**EXERCISE OBJECTIVE**
Scan the material below for every line with the string "down", and copy those lines.

**EXERCISE MATERIALS**
>>>

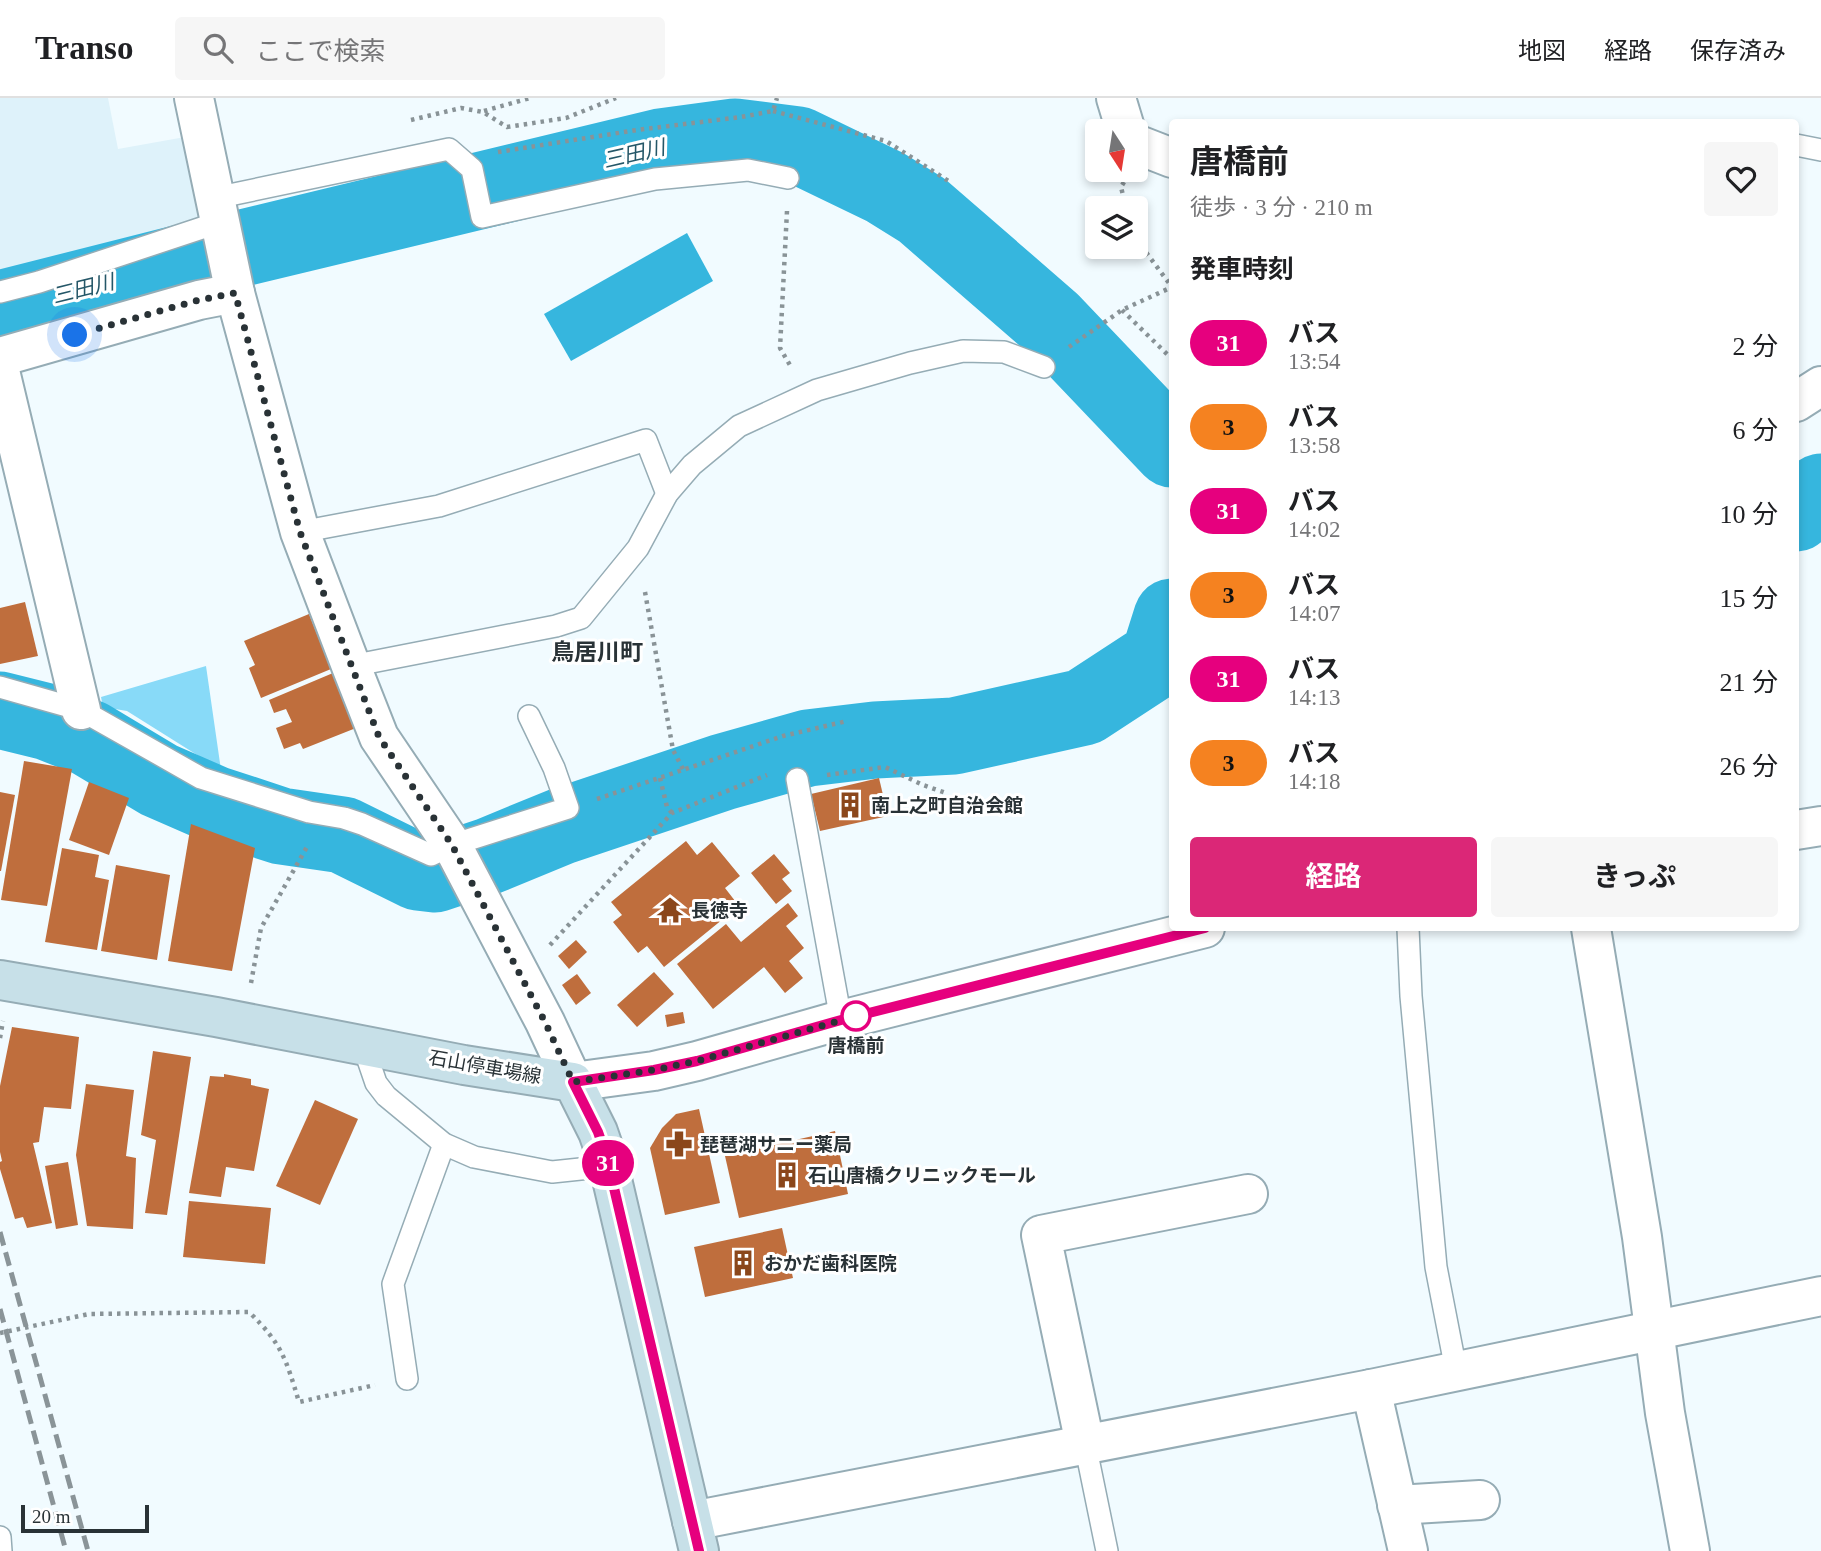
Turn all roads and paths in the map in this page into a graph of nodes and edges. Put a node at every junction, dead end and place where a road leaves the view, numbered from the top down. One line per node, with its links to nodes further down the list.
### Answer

<<<
>>>

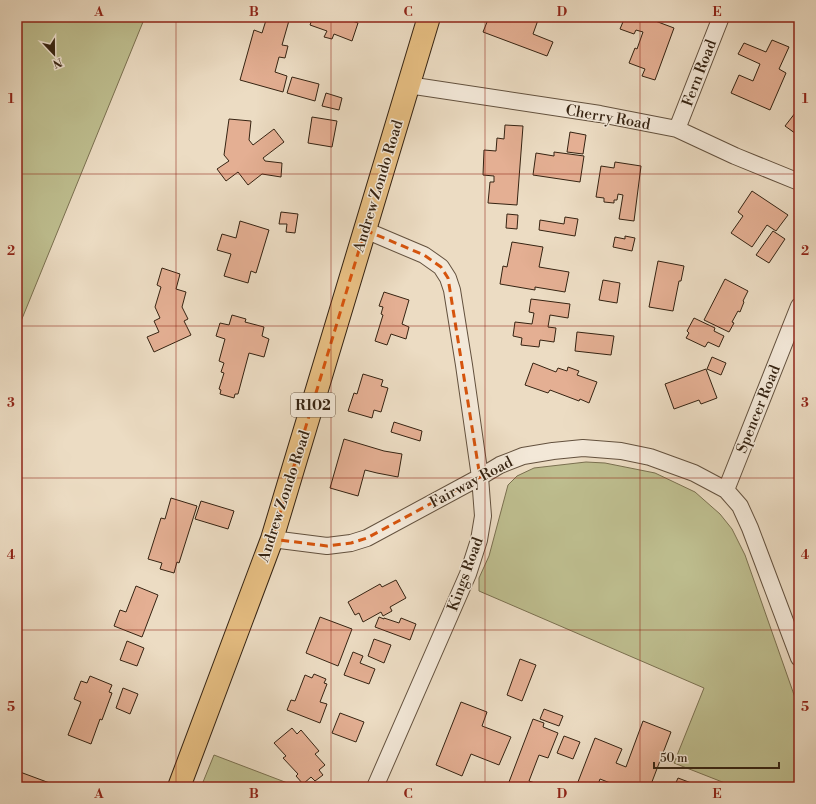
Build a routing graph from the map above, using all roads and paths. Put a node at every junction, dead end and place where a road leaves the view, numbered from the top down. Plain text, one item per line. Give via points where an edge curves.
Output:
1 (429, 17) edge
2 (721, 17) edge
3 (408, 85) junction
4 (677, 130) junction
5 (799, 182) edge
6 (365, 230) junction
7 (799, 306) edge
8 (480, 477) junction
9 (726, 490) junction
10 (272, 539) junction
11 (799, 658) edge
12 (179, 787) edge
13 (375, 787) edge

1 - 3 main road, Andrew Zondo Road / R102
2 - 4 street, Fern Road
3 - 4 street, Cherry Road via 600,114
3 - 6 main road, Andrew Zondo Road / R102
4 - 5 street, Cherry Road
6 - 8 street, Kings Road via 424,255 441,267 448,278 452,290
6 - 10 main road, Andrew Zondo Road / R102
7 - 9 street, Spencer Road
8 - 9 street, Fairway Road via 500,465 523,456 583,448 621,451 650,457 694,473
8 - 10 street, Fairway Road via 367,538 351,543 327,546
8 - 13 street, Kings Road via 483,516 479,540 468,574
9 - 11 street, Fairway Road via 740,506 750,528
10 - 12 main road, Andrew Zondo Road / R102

<<<

**EXERCISE OUTPUT**
Turn all roads and paths in the map in this page into a graph of nodes and edges. Put a node at every junction, dead end and place where a road leaves the view, numbered from the top down. One line per node, with its links to nodes further down the list.
Build a routing graph from the map above, using all roads and paths. Put a node at every junction, dead end and place where a road leaves the view, numbered from the top down. Plain text, one item per line. Give via points where an edge curves.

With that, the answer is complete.